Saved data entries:
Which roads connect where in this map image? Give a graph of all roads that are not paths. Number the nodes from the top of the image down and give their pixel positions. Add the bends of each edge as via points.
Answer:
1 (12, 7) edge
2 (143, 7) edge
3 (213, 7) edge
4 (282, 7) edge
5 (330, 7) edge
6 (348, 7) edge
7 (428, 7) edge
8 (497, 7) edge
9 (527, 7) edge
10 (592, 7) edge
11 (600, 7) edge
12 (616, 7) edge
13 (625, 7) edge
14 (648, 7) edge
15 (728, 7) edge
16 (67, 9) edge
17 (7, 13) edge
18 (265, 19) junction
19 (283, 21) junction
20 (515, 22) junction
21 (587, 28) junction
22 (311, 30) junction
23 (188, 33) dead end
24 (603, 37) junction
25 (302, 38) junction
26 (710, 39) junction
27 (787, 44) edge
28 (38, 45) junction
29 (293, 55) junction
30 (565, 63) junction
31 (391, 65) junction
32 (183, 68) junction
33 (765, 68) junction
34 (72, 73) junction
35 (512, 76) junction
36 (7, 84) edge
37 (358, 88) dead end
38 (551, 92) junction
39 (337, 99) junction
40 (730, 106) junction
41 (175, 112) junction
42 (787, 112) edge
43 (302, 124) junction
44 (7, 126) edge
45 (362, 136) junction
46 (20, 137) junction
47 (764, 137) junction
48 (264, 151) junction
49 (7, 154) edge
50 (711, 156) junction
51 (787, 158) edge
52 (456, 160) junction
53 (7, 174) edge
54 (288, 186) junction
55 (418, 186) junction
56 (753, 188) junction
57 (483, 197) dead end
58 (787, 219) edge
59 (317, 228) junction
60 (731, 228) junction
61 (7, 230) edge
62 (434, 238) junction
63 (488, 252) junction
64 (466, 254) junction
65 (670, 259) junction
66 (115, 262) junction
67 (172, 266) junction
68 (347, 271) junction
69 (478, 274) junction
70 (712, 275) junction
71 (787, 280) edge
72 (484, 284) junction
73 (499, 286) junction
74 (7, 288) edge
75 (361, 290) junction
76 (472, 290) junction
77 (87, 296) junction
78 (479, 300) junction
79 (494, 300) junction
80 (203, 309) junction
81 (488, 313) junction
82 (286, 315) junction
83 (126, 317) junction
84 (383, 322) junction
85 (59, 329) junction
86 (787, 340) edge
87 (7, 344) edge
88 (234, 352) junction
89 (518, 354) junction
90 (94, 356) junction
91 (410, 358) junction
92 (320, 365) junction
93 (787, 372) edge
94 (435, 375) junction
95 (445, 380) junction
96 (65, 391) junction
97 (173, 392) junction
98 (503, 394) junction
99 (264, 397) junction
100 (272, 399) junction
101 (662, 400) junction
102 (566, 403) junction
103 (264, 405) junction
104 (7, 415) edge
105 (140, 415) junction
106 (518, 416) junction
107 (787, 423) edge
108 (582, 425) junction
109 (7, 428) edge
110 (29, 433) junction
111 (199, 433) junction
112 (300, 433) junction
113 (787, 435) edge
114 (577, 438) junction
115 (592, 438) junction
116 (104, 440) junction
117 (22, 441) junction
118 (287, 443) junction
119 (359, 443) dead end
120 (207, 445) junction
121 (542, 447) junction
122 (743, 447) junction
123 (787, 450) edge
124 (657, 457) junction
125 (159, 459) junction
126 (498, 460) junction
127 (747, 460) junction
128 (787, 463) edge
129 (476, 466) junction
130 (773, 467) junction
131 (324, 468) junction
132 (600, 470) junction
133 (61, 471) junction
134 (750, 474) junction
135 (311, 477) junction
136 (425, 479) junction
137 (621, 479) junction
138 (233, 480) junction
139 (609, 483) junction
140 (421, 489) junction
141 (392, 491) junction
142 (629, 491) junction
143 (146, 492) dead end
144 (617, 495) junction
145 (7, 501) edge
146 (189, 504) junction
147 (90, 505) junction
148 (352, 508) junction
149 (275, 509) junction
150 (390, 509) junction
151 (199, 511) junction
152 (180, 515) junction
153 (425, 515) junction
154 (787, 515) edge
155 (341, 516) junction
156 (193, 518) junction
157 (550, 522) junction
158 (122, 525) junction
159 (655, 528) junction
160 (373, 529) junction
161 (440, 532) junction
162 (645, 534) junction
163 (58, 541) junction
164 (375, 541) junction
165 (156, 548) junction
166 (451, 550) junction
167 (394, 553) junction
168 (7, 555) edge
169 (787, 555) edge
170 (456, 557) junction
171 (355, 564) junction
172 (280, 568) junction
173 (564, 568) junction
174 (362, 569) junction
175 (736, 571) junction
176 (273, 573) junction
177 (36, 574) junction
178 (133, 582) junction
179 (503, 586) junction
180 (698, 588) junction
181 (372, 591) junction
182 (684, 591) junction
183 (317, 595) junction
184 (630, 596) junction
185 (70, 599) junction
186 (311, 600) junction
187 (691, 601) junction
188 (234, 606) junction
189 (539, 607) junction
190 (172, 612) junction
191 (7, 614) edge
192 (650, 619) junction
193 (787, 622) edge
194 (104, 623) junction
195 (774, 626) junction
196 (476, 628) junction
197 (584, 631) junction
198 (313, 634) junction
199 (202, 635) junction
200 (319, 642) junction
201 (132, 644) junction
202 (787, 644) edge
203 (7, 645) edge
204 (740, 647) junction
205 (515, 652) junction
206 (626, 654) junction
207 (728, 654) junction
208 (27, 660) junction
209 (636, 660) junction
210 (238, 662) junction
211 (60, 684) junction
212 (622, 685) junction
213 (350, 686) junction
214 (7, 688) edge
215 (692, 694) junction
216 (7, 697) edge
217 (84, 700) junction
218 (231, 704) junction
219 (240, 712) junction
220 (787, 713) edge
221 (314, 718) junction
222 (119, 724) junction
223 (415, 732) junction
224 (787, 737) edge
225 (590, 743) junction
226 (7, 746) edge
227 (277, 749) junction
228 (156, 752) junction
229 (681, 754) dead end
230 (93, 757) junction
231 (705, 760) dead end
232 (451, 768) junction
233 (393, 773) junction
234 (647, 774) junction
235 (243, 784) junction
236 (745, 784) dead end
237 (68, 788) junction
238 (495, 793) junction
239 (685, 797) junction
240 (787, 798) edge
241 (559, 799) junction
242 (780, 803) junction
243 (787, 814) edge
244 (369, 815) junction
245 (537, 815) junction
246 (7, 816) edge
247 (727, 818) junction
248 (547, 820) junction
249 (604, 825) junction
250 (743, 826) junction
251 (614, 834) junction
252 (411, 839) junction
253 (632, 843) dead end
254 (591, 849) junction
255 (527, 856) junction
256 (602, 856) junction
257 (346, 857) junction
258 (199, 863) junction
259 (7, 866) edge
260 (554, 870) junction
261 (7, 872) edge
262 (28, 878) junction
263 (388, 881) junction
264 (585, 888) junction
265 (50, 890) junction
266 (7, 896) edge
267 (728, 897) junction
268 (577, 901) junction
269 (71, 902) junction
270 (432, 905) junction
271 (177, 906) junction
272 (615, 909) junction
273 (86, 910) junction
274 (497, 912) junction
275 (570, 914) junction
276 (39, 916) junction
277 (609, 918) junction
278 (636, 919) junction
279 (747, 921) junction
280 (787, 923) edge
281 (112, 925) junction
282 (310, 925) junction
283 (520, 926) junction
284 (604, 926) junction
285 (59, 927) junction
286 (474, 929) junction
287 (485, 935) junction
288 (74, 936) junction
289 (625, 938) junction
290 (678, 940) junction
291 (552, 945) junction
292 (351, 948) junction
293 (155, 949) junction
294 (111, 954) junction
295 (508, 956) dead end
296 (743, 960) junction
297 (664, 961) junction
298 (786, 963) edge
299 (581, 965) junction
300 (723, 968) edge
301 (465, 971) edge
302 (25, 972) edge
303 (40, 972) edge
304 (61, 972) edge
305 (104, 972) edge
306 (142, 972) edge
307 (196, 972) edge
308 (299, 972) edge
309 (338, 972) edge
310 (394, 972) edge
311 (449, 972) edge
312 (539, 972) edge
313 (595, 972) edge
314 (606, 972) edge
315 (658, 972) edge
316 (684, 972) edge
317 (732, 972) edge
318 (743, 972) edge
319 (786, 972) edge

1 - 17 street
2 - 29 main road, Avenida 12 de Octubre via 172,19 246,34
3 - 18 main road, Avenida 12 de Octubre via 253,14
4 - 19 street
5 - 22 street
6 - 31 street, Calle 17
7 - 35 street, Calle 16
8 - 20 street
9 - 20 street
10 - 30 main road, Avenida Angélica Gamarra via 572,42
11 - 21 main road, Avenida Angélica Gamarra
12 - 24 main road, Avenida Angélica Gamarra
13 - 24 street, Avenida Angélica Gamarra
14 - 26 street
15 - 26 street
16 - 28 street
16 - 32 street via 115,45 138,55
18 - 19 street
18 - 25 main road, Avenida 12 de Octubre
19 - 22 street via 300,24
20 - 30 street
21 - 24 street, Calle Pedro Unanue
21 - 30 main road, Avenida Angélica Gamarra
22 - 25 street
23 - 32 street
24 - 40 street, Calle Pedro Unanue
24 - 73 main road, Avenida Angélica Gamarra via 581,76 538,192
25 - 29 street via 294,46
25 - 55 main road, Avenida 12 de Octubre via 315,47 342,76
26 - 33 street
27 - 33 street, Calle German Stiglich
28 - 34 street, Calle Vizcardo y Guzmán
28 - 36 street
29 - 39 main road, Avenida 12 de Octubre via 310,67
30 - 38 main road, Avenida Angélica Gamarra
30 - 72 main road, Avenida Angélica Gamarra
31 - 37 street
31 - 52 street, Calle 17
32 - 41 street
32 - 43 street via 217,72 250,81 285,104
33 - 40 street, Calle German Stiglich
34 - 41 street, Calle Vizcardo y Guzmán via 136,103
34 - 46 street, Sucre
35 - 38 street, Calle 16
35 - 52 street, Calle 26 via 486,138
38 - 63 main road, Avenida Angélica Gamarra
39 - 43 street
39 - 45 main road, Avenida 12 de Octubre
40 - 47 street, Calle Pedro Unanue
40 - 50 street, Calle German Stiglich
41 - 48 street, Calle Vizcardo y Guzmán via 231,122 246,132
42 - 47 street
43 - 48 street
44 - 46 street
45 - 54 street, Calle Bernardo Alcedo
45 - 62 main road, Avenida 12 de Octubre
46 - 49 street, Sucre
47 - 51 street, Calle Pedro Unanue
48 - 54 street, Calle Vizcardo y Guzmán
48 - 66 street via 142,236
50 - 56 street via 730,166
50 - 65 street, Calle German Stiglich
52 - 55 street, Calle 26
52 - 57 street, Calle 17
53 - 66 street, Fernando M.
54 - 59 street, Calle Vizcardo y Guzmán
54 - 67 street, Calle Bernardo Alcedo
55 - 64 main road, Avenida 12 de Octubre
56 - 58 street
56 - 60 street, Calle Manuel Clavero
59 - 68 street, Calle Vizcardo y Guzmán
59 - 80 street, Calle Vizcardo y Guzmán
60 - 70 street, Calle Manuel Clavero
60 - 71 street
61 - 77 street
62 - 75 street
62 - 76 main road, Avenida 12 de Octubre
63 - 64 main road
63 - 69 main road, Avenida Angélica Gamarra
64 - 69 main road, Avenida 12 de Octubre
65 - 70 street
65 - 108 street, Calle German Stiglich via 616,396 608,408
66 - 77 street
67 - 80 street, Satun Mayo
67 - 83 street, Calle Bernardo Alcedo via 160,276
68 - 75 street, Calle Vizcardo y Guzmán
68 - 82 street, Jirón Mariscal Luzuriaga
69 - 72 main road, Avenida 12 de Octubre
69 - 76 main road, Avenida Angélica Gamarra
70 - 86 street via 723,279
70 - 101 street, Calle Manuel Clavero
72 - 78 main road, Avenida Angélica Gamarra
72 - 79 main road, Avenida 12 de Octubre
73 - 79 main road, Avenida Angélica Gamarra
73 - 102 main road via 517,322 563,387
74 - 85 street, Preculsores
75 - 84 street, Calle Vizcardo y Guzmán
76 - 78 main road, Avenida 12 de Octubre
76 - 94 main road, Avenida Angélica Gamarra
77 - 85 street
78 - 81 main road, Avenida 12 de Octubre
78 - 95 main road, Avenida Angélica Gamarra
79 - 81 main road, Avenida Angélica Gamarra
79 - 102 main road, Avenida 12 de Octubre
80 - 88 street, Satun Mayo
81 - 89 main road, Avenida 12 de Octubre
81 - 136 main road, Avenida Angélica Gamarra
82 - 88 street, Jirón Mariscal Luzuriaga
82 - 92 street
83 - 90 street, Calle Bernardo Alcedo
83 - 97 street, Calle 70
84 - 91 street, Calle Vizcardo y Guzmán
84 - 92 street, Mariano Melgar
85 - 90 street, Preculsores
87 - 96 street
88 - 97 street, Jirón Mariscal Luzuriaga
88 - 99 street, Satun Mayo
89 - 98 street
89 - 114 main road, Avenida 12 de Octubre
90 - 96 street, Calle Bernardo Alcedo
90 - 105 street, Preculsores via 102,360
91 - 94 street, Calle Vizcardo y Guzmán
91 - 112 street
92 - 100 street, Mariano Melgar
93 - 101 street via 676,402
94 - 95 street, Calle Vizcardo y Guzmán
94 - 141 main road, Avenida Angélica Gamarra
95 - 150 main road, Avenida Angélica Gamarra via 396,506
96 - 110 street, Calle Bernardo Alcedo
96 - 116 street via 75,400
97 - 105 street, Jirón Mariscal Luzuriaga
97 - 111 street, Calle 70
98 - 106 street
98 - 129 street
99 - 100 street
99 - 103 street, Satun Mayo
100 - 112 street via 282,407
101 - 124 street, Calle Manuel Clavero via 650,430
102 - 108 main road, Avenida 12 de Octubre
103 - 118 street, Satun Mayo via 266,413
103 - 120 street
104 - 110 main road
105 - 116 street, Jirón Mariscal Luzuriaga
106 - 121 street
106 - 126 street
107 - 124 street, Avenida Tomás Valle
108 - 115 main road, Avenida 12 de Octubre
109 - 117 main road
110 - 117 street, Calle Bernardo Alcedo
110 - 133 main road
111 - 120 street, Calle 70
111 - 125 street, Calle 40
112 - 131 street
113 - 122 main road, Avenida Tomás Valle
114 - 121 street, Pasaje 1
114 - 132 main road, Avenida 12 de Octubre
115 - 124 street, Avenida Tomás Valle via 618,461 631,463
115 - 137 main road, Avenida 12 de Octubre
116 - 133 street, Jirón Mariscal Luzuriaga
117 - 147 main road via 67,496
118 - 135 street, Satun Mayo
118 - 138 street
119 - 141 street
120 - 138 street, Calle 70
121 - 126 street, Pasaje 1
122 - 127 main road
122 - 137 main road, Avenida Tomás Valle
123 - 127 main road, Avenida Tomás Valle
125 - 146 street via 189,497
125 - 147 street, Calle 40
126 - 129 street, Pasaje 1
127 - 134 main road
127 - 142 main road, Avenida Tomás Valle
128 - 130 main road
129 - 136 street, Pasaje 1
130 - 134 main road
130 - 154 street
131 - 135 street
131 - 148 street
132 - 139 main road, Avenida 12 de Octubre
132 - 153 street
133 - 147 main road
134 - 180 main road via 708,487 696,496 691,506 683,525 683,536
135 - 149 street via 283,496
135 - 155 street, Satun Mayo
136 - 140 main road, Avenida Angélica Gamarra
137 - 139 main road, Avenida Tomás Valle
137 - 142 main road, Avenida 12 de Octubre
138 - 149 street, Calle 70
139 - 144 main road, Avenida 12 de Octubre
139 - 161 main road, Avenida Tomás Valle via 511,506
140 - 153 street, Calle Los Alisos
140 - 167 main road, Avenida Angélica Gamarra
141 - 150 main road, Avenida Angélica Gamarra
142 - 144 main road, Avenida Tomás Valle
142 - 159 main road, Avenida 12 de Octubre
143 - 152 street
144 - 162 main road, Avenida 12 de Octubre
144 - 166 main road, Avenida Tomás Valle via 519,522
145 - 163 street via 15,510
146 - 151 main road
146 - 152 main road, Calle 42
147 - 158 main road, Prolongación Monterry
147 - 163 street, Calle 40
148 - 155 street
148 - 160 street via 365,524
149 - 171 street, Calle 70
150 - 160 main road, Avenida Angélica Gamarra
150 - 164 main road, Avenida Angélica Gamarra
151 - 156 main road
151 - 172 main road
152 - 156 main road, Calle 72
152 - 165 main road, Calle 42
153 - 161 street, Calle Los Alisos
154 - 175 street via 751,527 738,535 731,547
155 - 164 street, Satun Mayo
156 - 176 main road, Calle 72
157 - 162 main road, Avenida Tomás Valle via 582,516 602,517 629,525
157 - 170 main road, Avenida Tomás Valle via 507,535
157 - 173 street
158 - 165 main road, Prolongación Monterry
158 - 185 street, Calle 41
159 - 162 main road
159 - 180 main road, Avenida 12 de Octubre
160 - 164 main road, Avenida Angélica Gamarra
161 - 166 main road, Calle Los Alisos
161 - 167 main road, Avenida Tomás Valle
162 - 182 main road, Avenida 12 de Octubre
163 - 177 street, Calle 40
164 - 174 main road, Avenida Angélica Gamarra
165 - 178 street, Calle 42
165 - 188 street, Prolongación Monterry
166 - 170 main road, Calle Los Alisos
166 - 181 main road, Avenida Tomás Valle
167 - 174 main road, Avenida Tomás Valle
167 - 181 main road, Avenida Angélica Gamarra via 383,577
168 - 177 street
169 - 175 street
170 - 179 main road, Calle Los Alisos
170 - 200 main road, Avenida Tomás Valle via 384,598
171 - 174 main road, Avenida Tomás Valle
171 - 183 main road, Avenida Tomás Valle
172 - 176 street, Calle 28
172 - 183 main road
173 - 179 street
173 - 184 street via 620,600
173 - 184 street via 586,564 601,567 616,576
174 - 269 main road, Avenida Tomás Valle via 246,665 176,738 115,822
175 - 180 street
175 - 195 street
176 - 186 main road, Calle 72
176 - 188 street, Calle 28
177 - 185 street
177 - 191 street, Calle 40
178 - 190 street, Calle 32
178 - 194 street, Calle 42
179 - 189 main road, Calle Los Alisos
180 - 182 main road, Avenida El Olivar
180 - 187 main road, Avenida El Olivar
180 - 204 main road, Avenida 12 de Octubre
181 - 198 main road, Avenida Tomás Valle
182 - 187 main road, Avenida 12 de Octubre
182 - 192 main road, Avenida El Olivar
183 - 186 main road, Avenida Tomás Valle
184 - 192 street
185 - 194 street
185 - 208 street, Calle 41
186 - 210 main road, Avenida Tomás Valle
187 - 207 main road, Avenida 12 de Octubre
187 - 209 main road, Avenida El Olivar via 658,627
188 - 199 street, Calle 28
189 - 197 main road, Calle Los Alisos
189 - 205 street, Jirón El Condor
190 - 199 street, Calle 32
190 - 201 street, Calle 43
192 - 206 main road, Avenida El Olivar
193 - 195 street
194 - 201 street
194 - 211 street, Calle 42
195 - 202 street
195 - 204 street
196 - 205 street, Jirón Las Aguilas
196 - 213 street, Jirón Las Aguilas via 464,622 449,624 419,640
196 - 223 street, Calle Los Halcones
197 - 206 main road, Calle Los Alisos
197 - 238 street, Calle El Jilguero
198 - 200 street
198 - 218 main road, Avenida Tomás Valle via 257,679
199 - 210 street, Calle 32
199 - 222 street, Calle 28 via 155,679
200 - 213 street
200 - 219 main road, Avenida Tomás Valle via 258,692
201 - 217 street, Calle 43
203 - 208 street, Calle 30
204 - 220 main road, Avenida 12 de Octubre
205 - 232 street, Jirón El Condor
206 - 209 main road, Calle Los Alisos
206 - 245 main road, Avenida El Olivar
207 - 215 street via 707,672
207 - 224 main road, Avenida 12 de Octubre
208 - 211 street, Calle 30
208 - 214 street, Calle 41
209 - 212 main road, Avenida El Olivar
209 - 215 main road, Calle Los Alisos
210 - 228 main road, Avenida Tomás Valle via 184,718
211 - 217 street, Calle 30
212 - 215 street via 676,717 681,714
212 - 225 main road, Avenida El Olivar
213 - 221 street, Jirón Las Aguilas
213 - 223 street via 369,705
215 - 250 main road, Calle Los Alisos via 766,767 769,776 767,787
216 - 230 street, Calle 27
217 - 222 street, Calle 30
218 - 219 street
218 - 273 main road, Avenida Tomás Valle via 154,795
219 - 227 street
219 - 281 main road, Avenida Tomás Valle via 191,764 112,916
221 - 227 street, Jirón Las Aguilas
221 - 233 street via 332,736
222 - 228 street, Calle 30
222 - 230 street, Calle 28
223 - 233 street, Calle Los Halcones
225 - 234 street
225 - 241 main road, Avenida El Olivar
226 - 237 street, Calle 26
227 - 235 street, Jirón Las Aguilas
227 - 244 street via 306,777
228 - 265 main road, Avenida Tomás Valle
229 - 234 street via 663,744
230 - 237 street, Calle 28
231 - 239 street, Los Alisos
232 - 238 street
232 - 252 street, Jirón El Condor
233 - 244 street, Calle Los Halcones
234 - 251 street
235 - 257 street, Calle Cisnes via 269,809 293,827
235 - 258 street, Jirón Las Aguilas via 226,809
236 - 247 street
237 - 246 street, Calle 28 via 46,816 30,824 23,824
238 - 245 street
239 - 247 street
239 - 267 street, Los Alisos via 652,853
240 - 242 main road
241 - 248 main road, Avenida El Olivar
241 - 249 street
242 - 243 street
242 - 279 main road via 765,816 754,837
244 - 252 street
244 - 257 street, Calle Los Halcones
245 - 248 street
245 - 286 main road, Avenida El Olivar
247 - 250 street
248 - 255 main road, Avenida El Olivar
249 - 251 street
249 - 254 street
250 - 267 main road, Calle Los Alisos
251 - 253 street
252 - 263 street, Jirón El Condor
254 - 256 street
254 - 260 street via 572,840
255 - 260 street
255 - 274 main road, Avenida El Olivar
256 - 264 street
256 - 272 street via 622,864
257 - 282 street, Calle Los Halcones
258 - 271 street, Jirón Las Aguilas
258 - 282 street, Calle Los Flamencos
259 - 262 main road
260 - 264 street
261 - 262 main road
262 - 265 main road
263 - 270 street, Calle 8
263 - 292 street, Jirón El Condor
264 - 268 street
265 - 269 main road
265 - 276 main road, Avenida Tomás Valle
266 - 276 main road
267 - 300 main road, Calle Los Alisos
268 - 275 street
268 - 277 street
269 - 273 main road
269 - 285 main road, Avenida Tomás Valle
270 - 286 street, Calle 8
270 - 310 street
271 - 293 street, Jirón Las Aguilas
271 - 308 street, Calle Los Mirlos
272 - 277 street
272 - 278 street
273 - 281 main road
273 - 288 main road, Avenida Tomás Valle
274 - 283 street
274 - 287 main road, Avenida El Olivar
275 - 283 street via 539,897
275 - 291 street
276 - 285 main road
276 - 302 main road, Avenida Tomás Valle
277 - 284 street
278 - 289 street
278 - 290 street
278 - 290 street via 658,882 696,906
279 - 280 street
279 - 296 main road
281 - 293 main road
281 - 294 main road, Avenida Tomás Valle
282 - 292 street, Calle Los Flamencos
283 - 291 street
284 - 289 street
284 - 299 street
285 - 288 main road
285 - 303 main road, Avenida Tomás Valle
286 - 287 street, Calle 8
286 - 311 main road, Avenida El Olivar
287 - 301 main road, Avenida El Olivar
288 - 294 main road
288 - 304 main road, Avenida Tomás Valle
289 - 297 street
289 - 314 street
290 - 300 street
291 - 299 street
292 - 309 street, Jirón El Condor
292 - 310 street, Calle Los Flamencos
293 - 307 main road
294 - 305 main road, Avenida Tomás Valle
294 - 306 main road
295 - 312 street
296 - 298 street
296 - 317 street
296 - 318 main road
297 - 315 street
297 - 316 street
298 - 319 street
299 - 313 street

Activity: Show each line in the entries that holds the string "Flamencos".

Solution below:
258 - 282 street, Calle Los Flamencos
282 - 292 street, Calle Los Flamencos
292 - 310 street, Calle Los Flamencos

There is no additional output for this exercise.